→ Task item: If an entry contains a picture, leave the picture out and reproduce everything else in the records below exactly.

- - - -

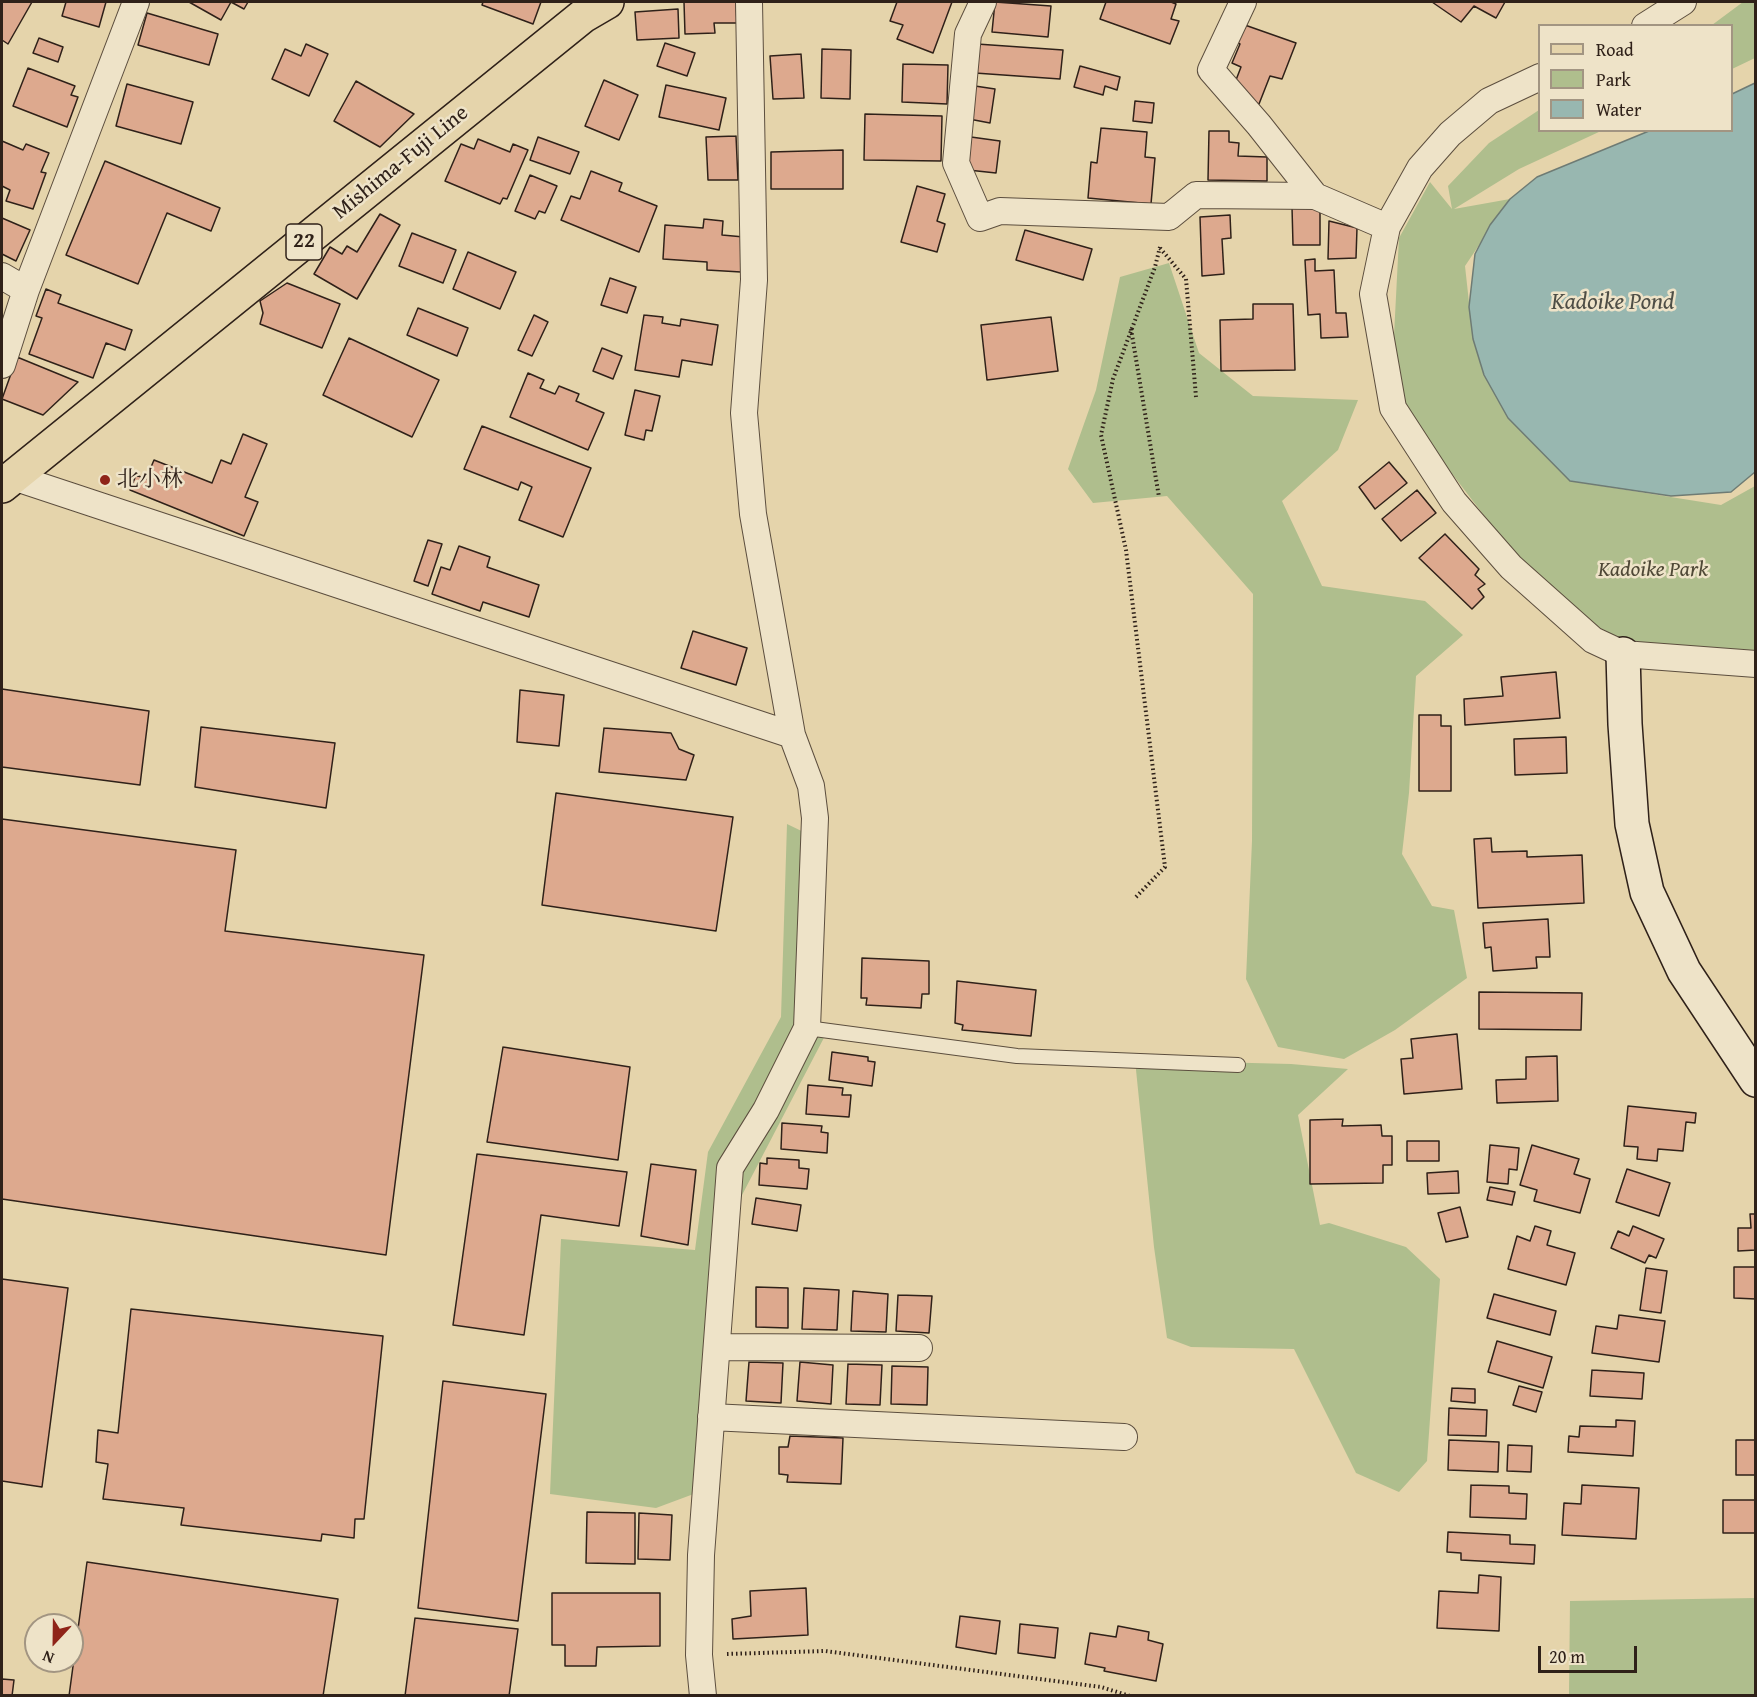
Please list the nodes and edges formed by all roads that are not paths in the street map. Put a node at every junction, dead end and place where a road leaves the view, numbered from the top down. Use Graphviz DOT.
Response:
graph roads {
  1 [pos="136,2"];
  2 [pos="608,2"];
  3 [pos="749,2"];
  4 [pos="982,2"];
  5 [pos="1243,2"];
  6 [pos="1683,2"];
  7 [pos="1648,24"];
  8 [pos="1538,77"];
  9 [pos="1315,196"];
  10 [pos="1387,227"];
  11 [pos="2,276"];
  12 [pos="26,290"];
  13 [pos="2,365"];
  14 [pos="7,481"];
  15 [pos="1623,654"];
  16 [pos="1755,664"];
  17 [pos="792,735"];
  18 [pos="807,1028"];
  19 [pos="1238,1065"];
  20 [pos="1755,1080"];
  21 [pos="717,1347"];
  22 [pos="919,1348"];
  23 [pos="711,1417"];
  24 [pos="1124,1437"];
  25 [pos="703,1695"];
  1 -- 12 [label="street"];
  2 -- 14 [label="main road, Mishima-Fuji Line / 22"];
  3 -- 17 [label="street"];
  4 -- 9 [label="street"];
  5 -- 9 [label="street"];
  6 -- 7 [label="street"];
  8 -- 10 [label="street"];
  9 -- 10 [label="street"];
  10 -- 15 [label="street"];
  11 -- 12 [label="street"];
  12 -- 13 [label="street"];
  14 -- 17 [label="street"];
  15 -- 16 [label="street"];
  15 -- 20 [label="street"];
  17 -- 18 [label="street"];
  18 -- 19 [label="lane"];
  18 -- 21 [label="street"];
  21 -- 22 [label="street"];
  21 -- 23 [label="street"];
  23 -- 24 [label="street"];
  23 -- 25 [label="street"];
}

- - - -

→ Written reply:
Please list the nodes and edges formed by all roads that are not paths in the street map. Put a node at every junction, dead end and place where a road leaves the view, numbered from the top down. Use Graphviz DOT.
Response:
graph roads {
  1 [pos="136,2"];
  2 [pos="608,2"];
  3 [pos="749,2"];
  4 [pos="982,2"];
  5 [pos="1243,2"];
  6 [pos="1683,2"];
  7 [pos="1648,24"];
  8 [pos="1538,77"];
  9 [pos="1315,196"];
  10 [pos="1387,227"];
  11 [pos="2,276"];
  12 [pos="26,290"];
  13 [pos="2,365"];
  14 [pos="7,481"];
  15 [pos="1623,654"];
  16 [pos="1755,664"];
  17 [pos="792,735"];
  18 [pos="807,1028"];
  19 [pos="1238,1065"];
  20 [pos="1755,1080"];
  21 [pos="717,1347"];
  22 [pos="919,1348"];
  23 [pos="711,1417"];
  24 [pos="1124,1437"];
  25 [pos="703,1695"];
  1 -- 12 [label="street"];
  2 -- 14 [label="main road, Mishima-Fuji Line / 22"];
  3 -- 17 [label="street"];
  4 -- 9 [label="street"];
  5 -- 9 [label="street"];
  6 -- 7 [label="street"];
  8 -- 10 [label="street"];
  9 -- 10 [label="street"];
  10 -- 15 [label="street"];
  11 -- 12 [label="street"];
  12 -- 13 [label="street"];
  14 -- 17 [label="street"];
  15 -- 16 [label="street"];
  15 -- 20 [label="street"];
  17 -- 18 [label="street"];
  18 -- 19 [label="lane"];
  18 -- 21 [label="street"];
  21 -- 22 [label="street"];
  21 -- 23 [label="street"];
  23 -- 24 [label="street"];
  23 -- 25 [label="street"];
}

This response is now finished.